28. The UE of claim 26, wherein the NAS component and the EAP component are implemented in the cellular modem, wherein the EAP component implements an additional layer accessible by the NAS component, wherein the EAP component and the NAS component communicate via the additional layer.

29. A user equipment (UE), comprising:

means for initiating a security procedure for registering the UE at a first network, wherein the UE implements an extensible authentication protocol (EAP) component and a non-access stratum (NAS) component;

means for starting a NAS registration timer at the NAS component in response to initiating the security procedure, wherein an expiration of the NAS registration timer is configured to cause the NAS component to abort the security procedure;

means for determining an EAP failure in the security procedure;

means for determining whether the EAP failure is a recoverable type failure that is recoverable by retrying at least a portion of the security procedure or a not-recoverable type failure that is not recoverable by retrying any portion of the security procedure;

means for aborting the security procedure in response to the EAP failure being the not-recoverable type failure; and

means for suspending or re-starting the NAS registration timer in response to the EAP failure being the recoverable type failure.

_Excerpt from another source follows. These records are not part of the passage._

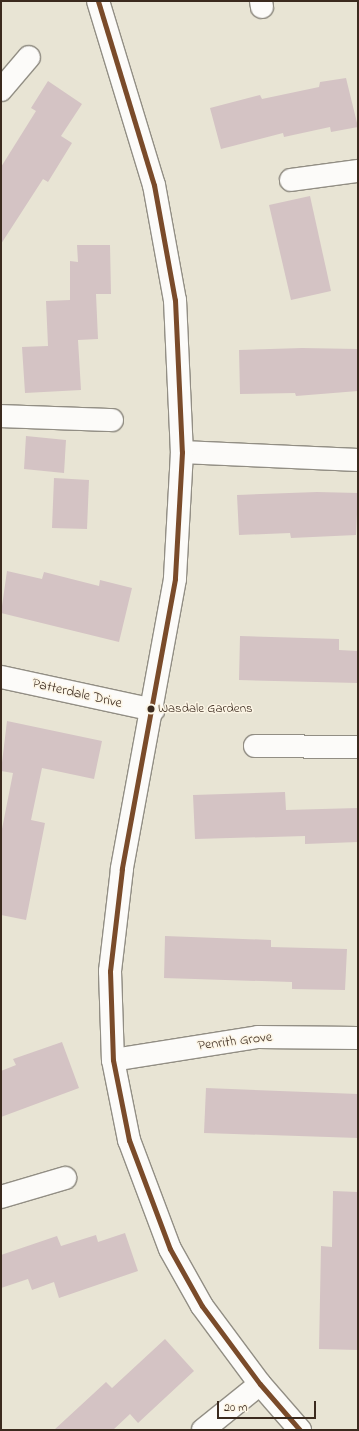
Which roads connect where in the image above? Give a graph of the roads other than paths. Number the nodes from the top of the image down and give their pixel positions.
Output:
1 (98, 1) edge
2 (29, 57) dead end
3 (1, 90) edge
4 (358, 170) edge
5 (291, 180) dead end
6 (1, 416) edge
7 (112, 420) dead end
8 (182, 452) junction
9 (358, 460) edge
10 (1, 677) edge
11 (153, 710) junction
12 (255, 746) dead end
13 (358, 747) edge
14 (358, 1038) edge
15 (113, 1060) junction
16 (65, 1178) dead end
17 (1, 1197) edge
18 (260, 1384) junction
19 (203, 1430) edge
20 (300, 1430) edge

1 - 8 street
2 - 3 street
4 - 5 street
6 - 7 street
8 - 9 street
8 - 11 street
10 - 11 street, Patterdale Drive
11 - 15 street
12 - 13 street
14 - 15 street, Penrith Grove
15 - 18 street
16 - 17 street
18 - 19 street
18 - 20 street

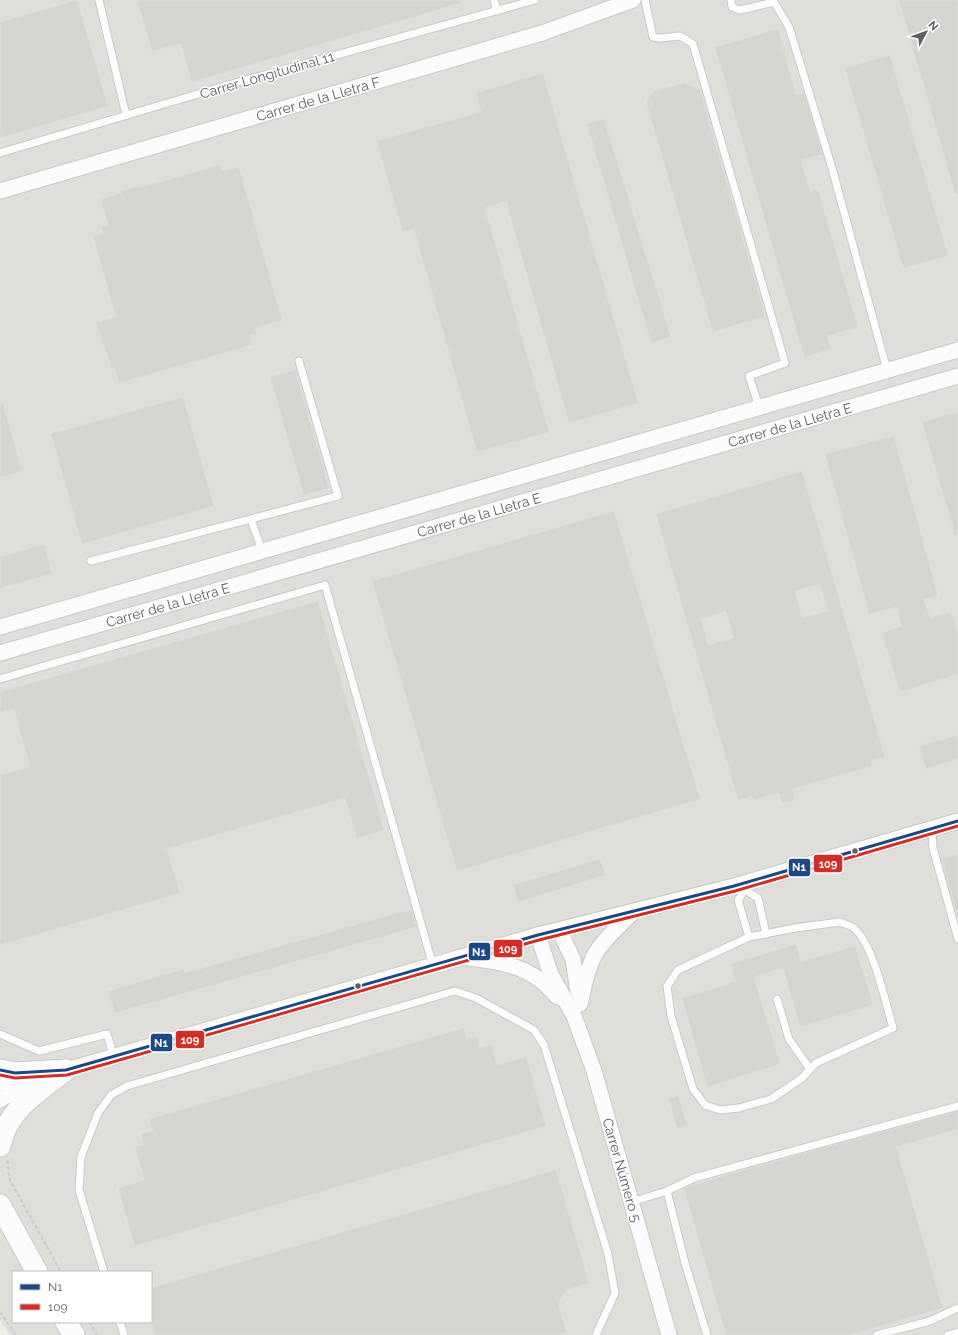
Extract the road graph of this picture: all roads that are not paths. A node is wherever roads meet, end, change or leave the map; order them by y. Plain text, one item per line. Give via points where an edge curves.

30. A non-transitory computer-readable medium storing computer code executable by a processor of a user equipment (UE), wherein the computer code, when executed by the processor, causes the processor to:

initiate a security procedure for registering the UE at a first network, wherein the UE implements an extensible authentication protocol (EAP) component and a non-access stratum (NAS) component;

start a NAS registration timer at the NAS component in response to initiating the security procedure, wherein an expiration of the NAS registration timer is configured to cause the NAS component to abort the security procedure;

determine an EAP failure in the security procedure;

determine whether the EAP failure is a recoverable type failure that is recoverable by retrying at least a portion of the security procedure or a not-recoverable type failure that is not recoverable by retrying any portion of the security procedure;

abort the security procedure in response to the EAP failure being the not-recoverable type failure; and

suspend or re-start the NAS registration timer in response to the EAP failure being the recoverable type failure.